Unternehmensnachrichten

Strabag
Das heimische Bauunternehmen Strabag veröffentlichte heute seine Ergebnisse zum H1/20, die stark von der Coronavirus-Pandemie geprägt waren.  Das Unternehmen erbrachte im ersten Halbjahr 2020 eine um 10 % geringere Leistung in Höhe von €6,72 Mrd. Dies ist mehrheitlich durch drei Faktoren bedingt: die wegen des Mitte 2019 ausgelaufenen Vertrags mit einer deutschen Großkundin im Bereich Property & Facility Services weggefallene Leistung, die vorübergehende Baueinstellung im Zuge der Coronavirus-Krise in Österreich und die Abarbeitung bzw. die Fertigstellung von Tunnelbauprojekten in Chile. Der konsolidierte Konzernumsatz fiel um 9% auf €6,32 Mrd.. Der Auftragsbestand per 30.6.2020 lag mit € 19,44 Mrd. um 6 % über jenem per 30.6.2019 und damit auf Rekordniveau. Etwa in der Region Americas, in Ungarn und in Österreich wurden Großaufträge abgearbeitet, sodass hier Rückgänge zu verzeichnen waren. Dieser Entwicklung gegenüber standen neue Großaufträge bzw. Auftragserweiterungen im Tunnelbau in Großbritannien und eine deutliche Erhöhung des Auftragsbestands in Deutschland und in Tschechien. Das EBITDA erhöhte sich im H1/20 leicht um 2% auf €300,1 Mio. Allerdings stiegen die Abschreibungen infolge höherer Investitionen im Vorjahr überproportional, sodass das EBIT bei €45,1 Mio. nach € 61,0 Mio. im Vorjahresvergleichszeitraum und damit um 26 % tiefer zu liegen kam. Dieser Rückgang ist auf die Entwicklung des Segments International + Sondersparten zurückzuführen. Insgesamt wurde ein Konzernergebnis von € -0,79 Mio. erzielt. In demselben Zeitraum des Vorjahrs hatte es sich mit €10,66 Mio. noch im positiven Bereich bewegt, wobei das Konzernergebnis im Halbjahr in der Regel noch unterhalb der Nulllinie tendiert. Bezüglich des Ausblicks kam das Management zu dem Schluss, dass die im April aktualisierte Leistungsguidance von €14,4 Mrd. – nicht zuletzt aufgrund des Rekordauftragsbestands – zu konservativ sein dürfte. Stattdessen geht man nun von einer Leistung von rd. €15,0 Mrd. aus. Gleichzeitig dürfte, wie bisher erwartet, eine EBIT-Marge von zumindest 3,5% erreicht werden können. Die Prognosen basieren auf der Annahme, dass im Unterschied zum ersten Halbjahr im zweiten keine – auch nicht temporäre – Einstellung des gesamten Baubetriebs in einem von Strabags Kernländer erfolgen wird. 
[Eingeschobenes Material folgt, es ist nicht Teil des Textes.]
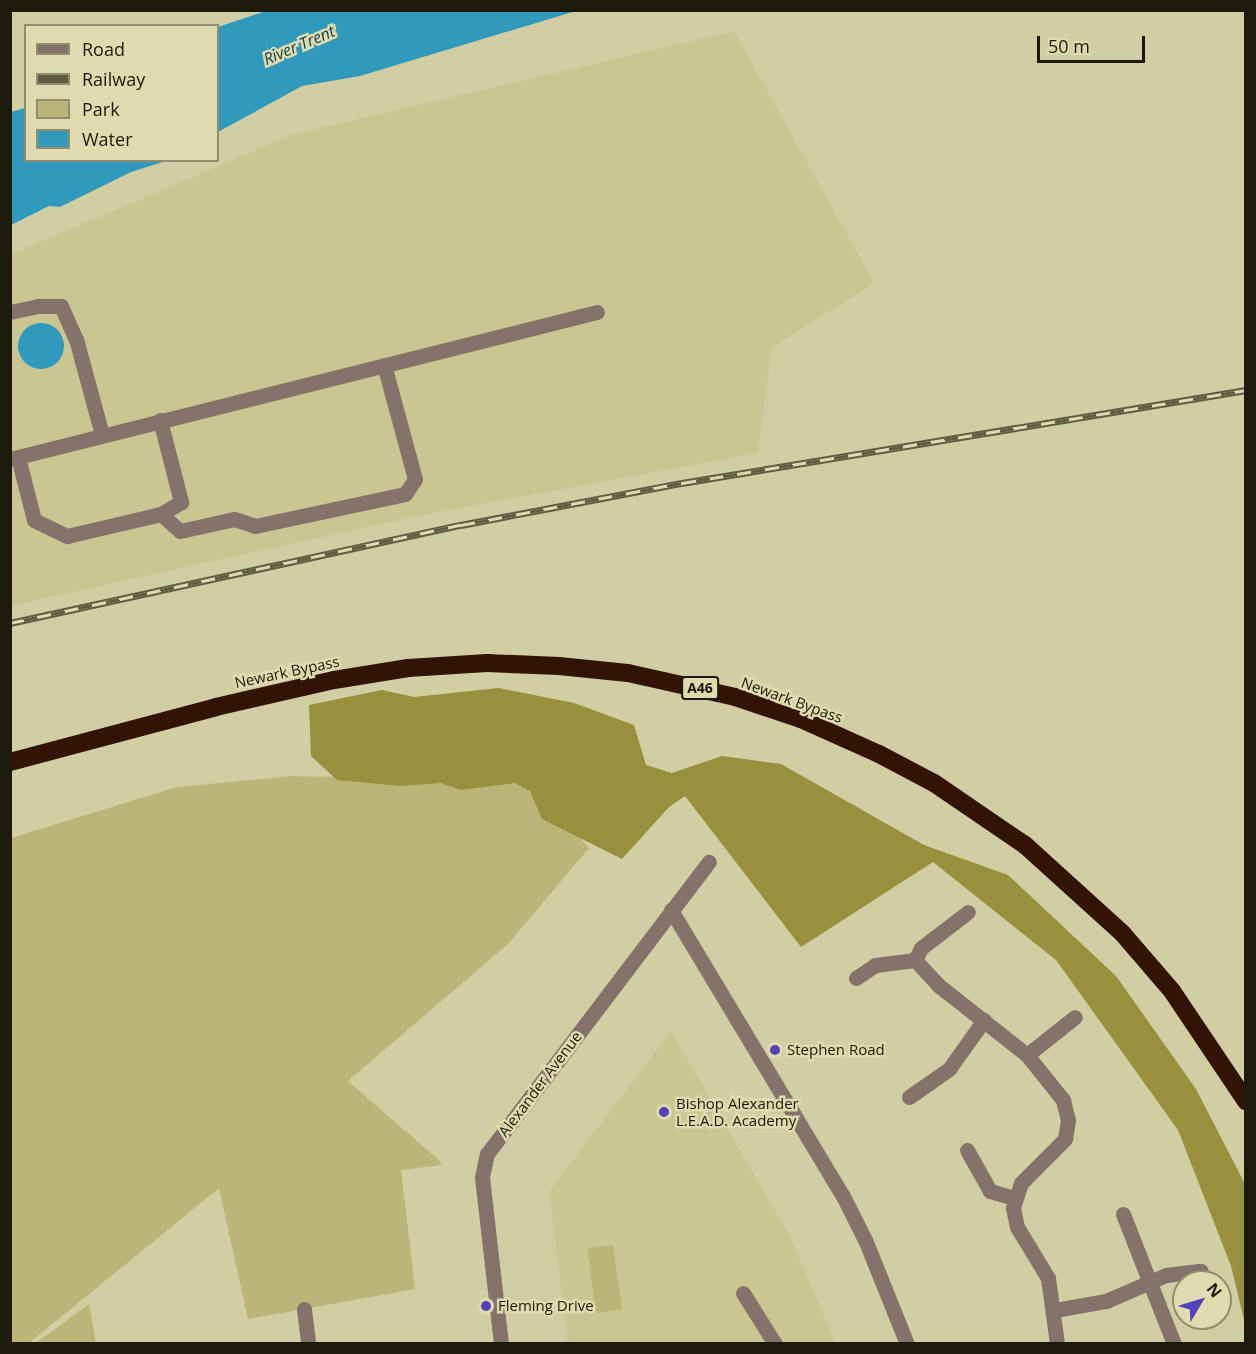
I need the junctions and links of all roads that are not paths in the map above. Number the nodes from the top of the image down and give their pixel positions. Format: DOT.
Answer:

H1/20: Umsatz: €6.322 (Vj. 6.979), EBITDA: €300,1 Mio. (Vj. 294,7), EBIT: €45,1 Mio. (Vj. 61,0), Konzernergebnis: €-0,79 Mio. (Vj. 10,7)

Warimpex
Warimpex gab am Freitag bekannt, dass man sich aufgrund der stabilen Office-Performance sowie angesichts des konsolidierten Gewinns von €66,5 Mio. in 2019 dazu entschieden hat, der kommenden Hauptversammlung für 2019 eine Dividende in Höhe von €0,03 vorzuschlagen.